SUPPLIED DATA START

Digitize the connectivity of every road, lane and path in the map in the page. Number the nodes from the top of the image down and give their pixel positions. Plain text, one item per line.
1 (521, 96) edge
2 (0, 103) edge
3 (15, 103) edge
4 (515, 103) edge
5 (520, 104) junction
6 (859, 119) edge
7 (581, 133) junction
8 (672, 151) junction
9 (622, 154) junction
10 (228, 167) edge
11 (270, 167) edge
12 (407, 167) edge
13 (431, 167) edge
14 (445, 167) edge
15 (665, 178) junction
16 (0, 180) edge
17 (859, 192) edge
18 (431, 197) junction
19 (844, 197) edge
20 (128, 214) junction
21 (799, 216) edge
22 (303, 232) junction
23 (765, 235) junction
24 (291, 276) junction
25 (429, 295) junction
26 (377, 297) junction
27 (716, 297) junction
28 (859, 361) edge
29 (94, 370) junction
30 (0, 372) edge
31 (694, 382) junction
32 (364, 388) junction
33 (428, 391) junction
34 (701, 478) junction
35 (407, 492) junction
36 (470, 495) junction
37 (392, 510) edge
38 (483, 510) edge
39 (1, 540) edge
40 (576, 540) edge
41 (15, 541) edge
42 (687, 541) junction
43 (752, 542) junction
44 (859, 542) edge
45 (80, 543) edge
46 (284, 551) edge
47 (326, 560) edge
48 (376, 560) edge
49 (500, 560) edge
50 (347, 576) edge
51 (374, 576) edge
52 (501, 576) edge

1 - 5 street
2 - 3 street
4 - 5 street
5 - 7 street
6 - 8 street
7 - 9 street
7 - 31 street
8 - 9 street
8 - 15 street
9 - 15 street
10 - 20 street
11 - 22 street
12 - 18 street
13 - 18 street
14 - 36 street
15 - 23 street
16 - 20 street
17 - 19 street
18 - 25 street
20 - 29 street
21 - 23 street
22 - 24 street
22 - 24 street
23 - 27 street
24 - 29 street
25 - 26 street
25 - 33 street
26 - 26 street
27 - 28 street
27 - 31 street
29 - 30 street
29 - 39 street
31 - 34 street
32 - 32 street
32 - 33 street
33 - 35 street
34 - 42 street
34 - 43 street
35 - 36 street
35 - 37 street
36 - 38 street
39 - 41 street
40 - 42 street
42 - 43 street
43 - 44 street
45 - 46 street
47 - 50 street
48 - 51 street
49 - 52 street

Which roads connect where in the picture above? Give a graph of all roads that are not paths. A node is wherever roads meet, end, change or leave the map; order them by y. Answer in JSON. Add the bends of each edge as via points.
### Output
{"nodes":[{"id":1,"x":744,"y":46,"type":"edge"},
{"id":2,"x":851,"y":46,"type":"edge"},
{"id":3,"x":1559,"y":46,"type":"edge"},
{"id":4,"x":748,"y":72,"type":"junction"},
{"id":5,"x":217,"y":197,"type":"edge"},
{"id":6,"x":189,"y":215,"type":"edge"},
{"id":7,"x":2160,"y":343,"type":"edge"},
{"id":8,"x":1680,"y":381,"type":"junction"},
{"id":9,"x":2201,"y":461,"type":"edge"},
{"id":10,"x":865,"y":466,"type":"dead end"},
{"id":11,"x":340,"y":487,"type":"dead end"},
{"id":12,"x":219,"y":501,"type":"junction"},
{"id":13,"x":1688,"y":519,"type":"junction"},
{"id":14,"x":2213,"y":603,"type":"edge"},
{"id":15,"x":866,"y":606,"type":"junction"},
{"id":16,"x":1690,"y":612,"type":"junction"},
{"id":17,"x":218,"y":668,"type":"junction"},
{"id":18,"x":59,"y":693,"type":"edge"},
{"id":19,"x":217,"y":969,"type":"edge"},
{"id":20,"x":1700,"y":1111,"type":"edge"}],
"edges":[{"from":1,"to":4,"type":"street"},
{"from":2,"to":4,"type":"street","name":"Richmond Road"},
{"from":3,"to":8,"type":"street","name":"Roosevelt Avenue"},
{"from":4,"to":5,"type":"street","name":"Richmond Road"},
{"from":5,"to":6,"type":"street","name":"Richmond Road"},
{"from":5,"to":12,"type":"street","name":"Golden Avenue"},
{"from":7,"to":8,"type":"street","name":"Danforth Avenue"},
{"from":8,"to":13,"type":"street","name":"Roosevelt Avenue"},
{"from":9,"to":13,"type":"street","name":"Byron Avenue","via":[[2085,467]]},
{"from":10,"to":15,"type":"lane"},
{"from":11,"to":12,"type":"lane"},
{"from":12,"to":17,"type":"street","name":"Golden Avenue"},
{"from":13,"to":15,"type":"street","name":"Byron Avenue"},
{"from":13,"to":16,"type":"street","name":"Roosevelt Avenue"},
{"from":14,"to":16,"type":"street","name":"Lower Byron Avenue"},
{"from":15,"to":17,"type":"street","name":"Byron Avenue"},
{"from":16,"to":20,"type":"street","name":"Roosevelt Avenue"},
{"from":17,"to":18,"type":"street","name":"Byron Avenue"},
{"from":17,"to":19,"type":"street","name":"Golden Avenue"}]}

SUPPLIED DATA END

* _WHAT THE EXERCISE ASKS_: Please make an exact copy of the entries, down to the last character.

* _OUTPUT FOR THIS TASK_:
Digitize the connectivity of every road, lane and path in the map in the page. Number the nodes from the top of the image down and give their pixel positions. Plain text, one item per line.
1 (521, 96) edge
2 (0, 103) edge
3 (15, 103) edge
4 (515, 103) edge
5 (520, 104) junction
6 (859, 119) edge
7 (581, 133) junction
8 (672, 151) junction
9 (622, 154) junction
10 (228, 167) edge
11 (270, 167) edge
12 (407, 167) edge
13 (431, 167) edge
14 (445, 167) edge
15 (665, 178) junction
16 (0, 180) edge
17 (859, 192) edge
18 (431, 197) junction
19 (844, 197) edge
20 (128, 214) junction
21 (799, 216) edge
22 (303, 232) junction
23 (765, 235) junction
24 (291, 276) junction
25 (429, 295) junction
26 (377, 297) junction
27 (716, 297) junction
28 (859, 361) edge
29 (94, 370) junction
30 (0, 372) edge
31 (694, 382) junction
32 (364, 388) junction
33 (428, 391) junction
34 (701, 478) junction
35 (407, 492) junction
36 (470, 495) junction
37 (392, 510) edge
38 (483, 510) edge
39 (1, 540) edge
40 (576, 540) edge
41 (15, 541) edge
42 (687, 541) junction
43 (752, 542) junction
44 (859, 542) edge
45 (80, 543) edge
46 (284, 551) edge
47 (326, 560) edge
48 (376, 560) edge
49 (500, 560) edge
50 (347, 576) edge
51 (374, 576) edge
52 (501, 576) edge

1 - 5 street
2 - 3 street
4 - 5 street
5 - 7 street
6 - 8 street
7 - 9 street
7 - 31 street
8 - 9 street
8 - 15 street
9 - 15 street
10 - 20 street
11 - 22 street
12 - 18 street
13 - 18 street
14 - 36 street
15 - 23 street
16 - 20 street
17 - 19 street
18 - 25 street
20 - 29 street
21 - 23 street
22 - 24 street
22 - 24 street
23 - 27 street
24 - 29 street
25 - 26 street
25 - 33 street
26 - 26 street
27 - 28 street
27 - 31 street
29 - 30 street
29 - 39 street
31 - 34 street
32 - 32 street
32 - 33 street
33 - 35 street
34 - 42 street
34 - 43 street
35 - 36 street
35 - 37 street
36 - 38 street
39 - 41 street
40 - 42 street
42 - 43 street
43 - 44 street
45 - 46 street
47 - 50 street
48 - 51 street
49 - 52 street

Which roads connect where in the picture above? Give a graph of all roads that are not paths. A node is wherever roads meet, end, change or leave the map; order them by y. Answer in JSON. Add the bends of each edge as via points.
### Output
{"nodes":[{"id":1,"x":744,"y":46,"type":"edge"},
{"id":2,"x":851,"y":46,"type":"edge"},
{"id":3,"x":1559,"y":46,"type":"edge"},
{"id":4,"x":748,"y":72,"type":"junction"},
{"id":5,"x":217,"y":197,"type":"edge"},
{"id":6,"x":189,"y":215,"type":"edge"},
{"id":7,"x":2160,"y":343,"type":"edge"},
{"id":8,"x":1680,"y":381,"type":"junction"},
{"id":9,"x":2201,"y":461,"type":"edge"},
{"id":10,"x":865,"y":466,"type":"dead end"},
{"id":11,"x":340,"y":487,"type":"dead end"},
{"id":12,"x":219,"y":501,"type":"junction"},
{"id":13,"x":1688,"y":519,"type":"junction"},
{"id":14,"x":2213,"y":603,"type":"edge"},
{"id":15,"x":866,"y":606,"type":"junction"},
{"id":16,"x":1690,"y":612,"type":"junction"},
{"id":17,"x":218,"y":668,"type":"junction"},
{"id":18,"x":59,"y":693,"type":"edge"},
{"id":19,"x":217,"y":969,"type":"edge"},
{"id":20,"x":1700,"y":1111,"type":"edge"}],
"edges":[{"from":1,"to":4,"type":"street"},
{"from":2,"to":4,"type":"street","name":"Richmond Road"},
{"from":3,"to":8,"type":"street","name":"Roosevelt Avenue"},
{"from":4,"to":5,"type":"street","name":"Richmond Road"},
{"from":5,"to":6,"type":"street","name":"Richmond Road"},
{"from":5,"to":12,"type":"street","name":"Golden Avenue"},
{"from":7,"to":8,"type":"street","name":"Danforth Avenue"},
{"from":8,"to":13,"type":"street","name":"Roosevelt Avenue"},
{"from":9,"to":13,"type":"street","name":"Byron Avenue","via":[[2085,467]]},
{"from":10,"to":15,"type":"lane"},
{"from":11,"to":12,"type":"lane"},
{"from":12,"to":17,"type":"street","name":"Golden Avenue"},
{"from":13,"to":15,"type":"street","name":"Byron Avenue"},
{"from":13,"to":16,"type":"street","name":"Roosevelt Avenue"},
{"from":14,"to":16,"type":"street","name":"Lower Byron Avenue"},
{"from":15,"to":17,"type":"street","name":"Byron Avenue"},
{"from":16,"to":20,"type":"street","name":"Roosevelt Avenue"},
{"from":17,"to":18,"type":"street","name":"Byron Avenue"},
{"from":17,"to":19,"type":"street","name":"Golden Avenue"}]}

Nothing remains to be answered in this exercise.